* Aim of the exercise
Without any of the pictures, print every record below exactly.
*** The records ***
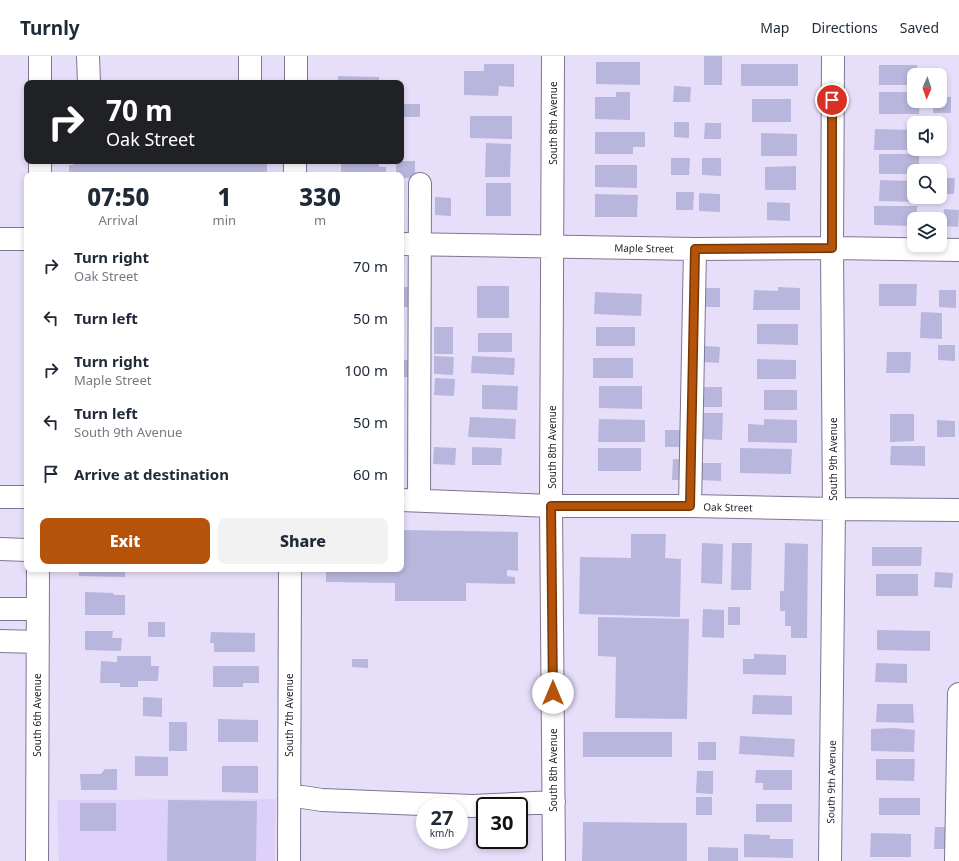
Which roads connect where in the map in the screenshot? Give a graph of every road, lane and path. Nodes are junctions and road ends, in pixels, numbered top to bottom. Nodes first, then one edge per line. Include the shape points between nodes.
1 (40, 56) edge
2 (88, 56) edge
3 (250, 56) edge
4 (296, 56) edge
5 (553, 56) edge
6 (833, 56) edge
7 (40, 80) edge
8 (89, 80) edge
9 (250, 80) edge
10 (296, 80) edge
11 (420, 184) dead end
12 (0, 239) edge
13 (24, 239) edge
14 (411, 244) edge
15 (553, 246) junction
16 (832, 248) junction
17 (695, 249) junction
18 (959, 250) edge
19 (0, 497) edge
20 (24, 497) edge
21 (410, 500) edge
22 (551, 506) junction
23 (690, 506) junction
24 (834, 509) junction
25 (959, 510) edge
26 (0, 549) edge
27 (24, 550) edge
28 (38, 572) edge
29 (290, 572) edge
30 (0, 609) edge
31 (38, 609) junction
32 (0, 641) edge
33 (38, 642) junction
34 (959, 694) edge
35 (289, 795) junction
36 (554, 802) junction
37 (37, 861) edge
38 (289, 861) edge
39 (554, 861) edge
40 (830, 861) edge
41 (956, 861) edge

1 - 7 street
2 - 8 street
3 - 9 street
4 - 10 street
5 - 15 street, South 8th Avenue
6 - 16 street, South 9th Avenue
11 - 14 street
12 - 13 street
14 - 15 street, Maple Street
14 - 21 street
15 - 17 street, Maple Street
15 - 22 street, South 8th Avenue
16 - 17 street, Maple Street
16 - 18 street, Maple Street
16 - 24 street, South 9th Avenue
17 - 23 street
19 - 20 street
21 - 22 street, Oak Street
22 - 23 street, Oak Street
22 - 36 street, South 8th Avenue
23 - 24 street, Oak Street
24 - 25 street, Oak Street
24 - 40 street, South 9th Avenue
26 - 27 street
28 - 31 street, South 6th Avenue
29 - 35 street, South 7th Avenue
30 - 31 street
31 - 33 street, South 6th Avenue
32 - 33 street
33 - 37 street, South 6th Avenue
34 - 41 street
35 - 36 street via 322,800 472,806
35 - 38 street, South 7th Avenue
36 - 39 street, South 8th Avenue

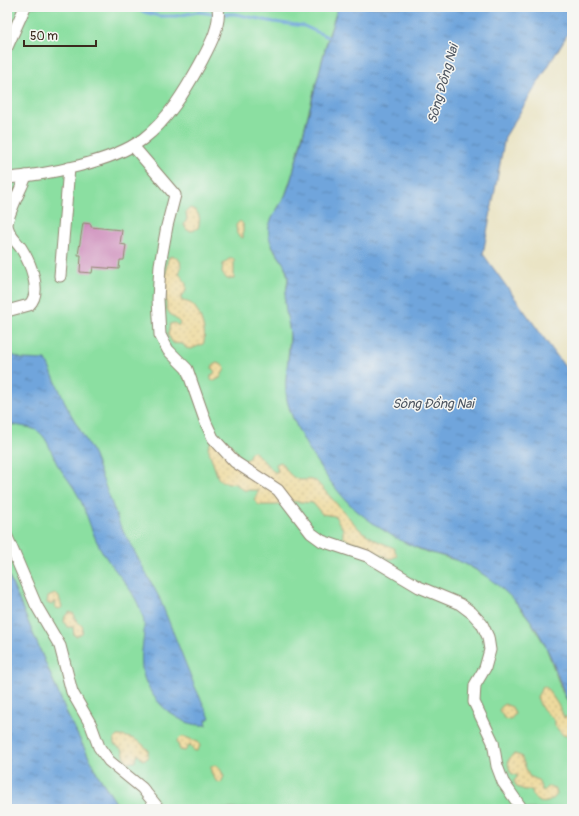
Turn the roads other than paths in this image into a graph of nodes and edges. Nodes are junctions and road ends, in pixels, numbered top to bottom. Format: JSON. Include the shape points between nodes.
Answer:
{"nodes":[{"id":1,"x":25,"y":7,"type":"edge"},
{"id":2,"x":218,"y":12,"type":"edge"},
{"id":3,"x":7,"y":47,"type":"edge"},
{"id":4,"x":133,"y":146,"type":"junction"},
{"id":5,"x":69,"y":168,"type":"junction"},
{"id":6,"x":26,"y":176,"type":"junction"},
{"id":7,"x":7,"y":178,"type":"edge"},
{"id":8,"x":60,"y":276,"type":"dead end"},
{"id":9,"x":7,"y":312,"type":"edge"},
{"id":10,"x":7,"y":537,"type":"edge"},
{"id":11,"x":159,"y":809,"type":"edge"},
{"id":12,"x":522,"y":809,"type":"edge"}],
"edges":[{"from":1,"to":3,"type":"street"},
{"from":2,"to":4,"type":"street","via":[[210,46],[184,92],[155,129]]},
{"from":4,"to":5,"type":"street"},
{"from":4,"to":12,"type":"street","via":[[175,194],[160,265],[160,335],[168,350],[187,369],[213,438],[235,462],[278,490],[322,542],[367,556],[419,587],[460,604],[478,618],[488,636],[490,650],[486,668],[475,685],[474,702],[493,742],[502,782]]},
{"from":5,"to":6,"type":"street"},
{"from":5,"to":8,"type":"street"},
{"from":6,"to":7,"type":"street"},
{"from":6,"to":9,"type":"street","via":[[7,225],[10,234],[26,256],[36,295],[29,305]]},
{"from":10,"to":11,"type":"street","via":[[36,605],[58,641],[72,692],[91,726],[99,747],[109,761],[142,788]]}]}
***
* Solution for this problem
Which roads connect where in the map in the screenshot? Give a graph of every road, lane and path. Nodes are junctions and road ends, in pixels, numbered top to bottom. Nodes first, then one edge per line. Include the shape points between nodes.
1 (40, 56) edge
2 (88, 56) edge
3 (250, 56) edge
4 (296, 56) edge
5 (553, 56) edge
6 (833, 56) edge
7 (40, 80) edge
8 (89, 80) edge
9 (250, 80) edge
10 (296, 80) edge
11 (420, 184) dead end
12 (0, 239) edge
13 (24, 239) edge
14 (411, 244) edge
15 (553, 246) junction
16 (832, 248) junction
17 (695, 249) junction
18 (959, 250) edge
19 (0, 497) edge
20 (24, 497) edge
21 (410, 500) edge
22 (551, 506) junction
23 (690, 506) junction
24 (834, 509) junction
25 (959, 510) edge
26 (0, 549) edge
27 (24, 550) edge
28 (38, 572) edge
29 (290, 572) edge
30 (0, 609) edge
31 (38, 609) junction
32 (0, 641) edge
33 (38, 642) junction
34 (959, 694) edge
35 (289, 795) junction
36 (554, 802) junction
37 (37, 861) edge
38 (289, 861) edge
39 (554, 861) edge
40 (830, 861) edge
41 (956, 861) edge

1 - 7 street
2 - 8 street
3 - 9 street
4 - 10 street
5 - 15 street, South 8th Avenue
6 - 16 street, South 9th Avenue
11 - 14 street
12 - 13 street
14 - 15 street, Maple Street
14 - 21 street
15 - 17 street, Maple Street
15 - 22 street, South 8th Avenue
16 - 17 street, Maple Street
16 - 18 street, Maple Street
16 - 24 street, South 9th Avenue
17 - 23 street
19 - 20 street
21 - 22 street, Oak Street
22 - 23 street, Oak Street
22 - 36 street, South 8th Avenue
23 - 24 street, Oak Street
24 - 25 street, Oak Street
24 - 40 street, South 9th Avenue
26 - 27 street
28 - 31 street, South 6th Avenue
29 - 35 street, South 7th Avenue
30 - 31 street
31 - 33 street, South 6th Avenue
32 - 33 street
33 - 37 street, South 6th Avenue
34 - 41 street
35 - 36 street via 322,800 472,806
35 - 38 street, South 7th Avenue
36 - 39 street, South 8th Avenue

Turn the roads other than paths in this image into a graph of nodes and edges. Nodes are junctions and road ends, in pixels, numbered top to bottom. Format: JSON. Include the shape points between nodes.
Answer:
{"nodes":[{"id":1,"x":25,"y":7,"type":"edge"},
{"id":2,"x":218,"y":12,"type":"edge"},
{"id":3,"x":7,"y":47,"type":"edge"},
{"id":4,"x":133,"y":146,"type":"junction"},
{"id":5,"x":69,"y":168,"type":"junction"},
{"id":6,"x":26,"y":176,"type":"junction"},
{"id":7,"x":7,"y":178,"type":"edge"},
{"id":8,"x":60,"y":276,"type":"dead end"},
{"id":9,"x":7,"y":312,"type":"edge"},
{"id":10,"x":7,"y":537,"type":"edge"},
{"id":11,"x":159,"y":809,"type":"edge"},
{"id":12,"x":522,"y":809,"type":"edge"}],
"edges":[{"from":1,"to":3,"type":"street"},
{"from":2,"to":4,"type":"street","via":[[210,46],[184,92],[155,129]]},
{"from":4,"to":5,"type":"street"},
{"from":4,"to":12,"type":"street","via":[[175,194],[160,265],[160,335],[168,350],[187,369],[213,438],[235,462],[278,490],[322,542],[367,556],[419,587],[460,604],[478,618],[488,636],[490,650],[486,668],[475,685],[474,702],[493,742],[502,782]]},
{"from":5,"to":6,"type":"street"},
{"from":5,"to":8,"type":"street"},
{"from":6,"to":7,"type":"street"},
{"from":6,"to":9,"type":"street","via":[[7,225],[10,234],[26,256],[36,295],[29,305]]},
{"from":10,"to":11,"type":"street","via":[[36,605],[58,641],[72,692],[91,726],[99,747],[109,761],[142,788]]}]}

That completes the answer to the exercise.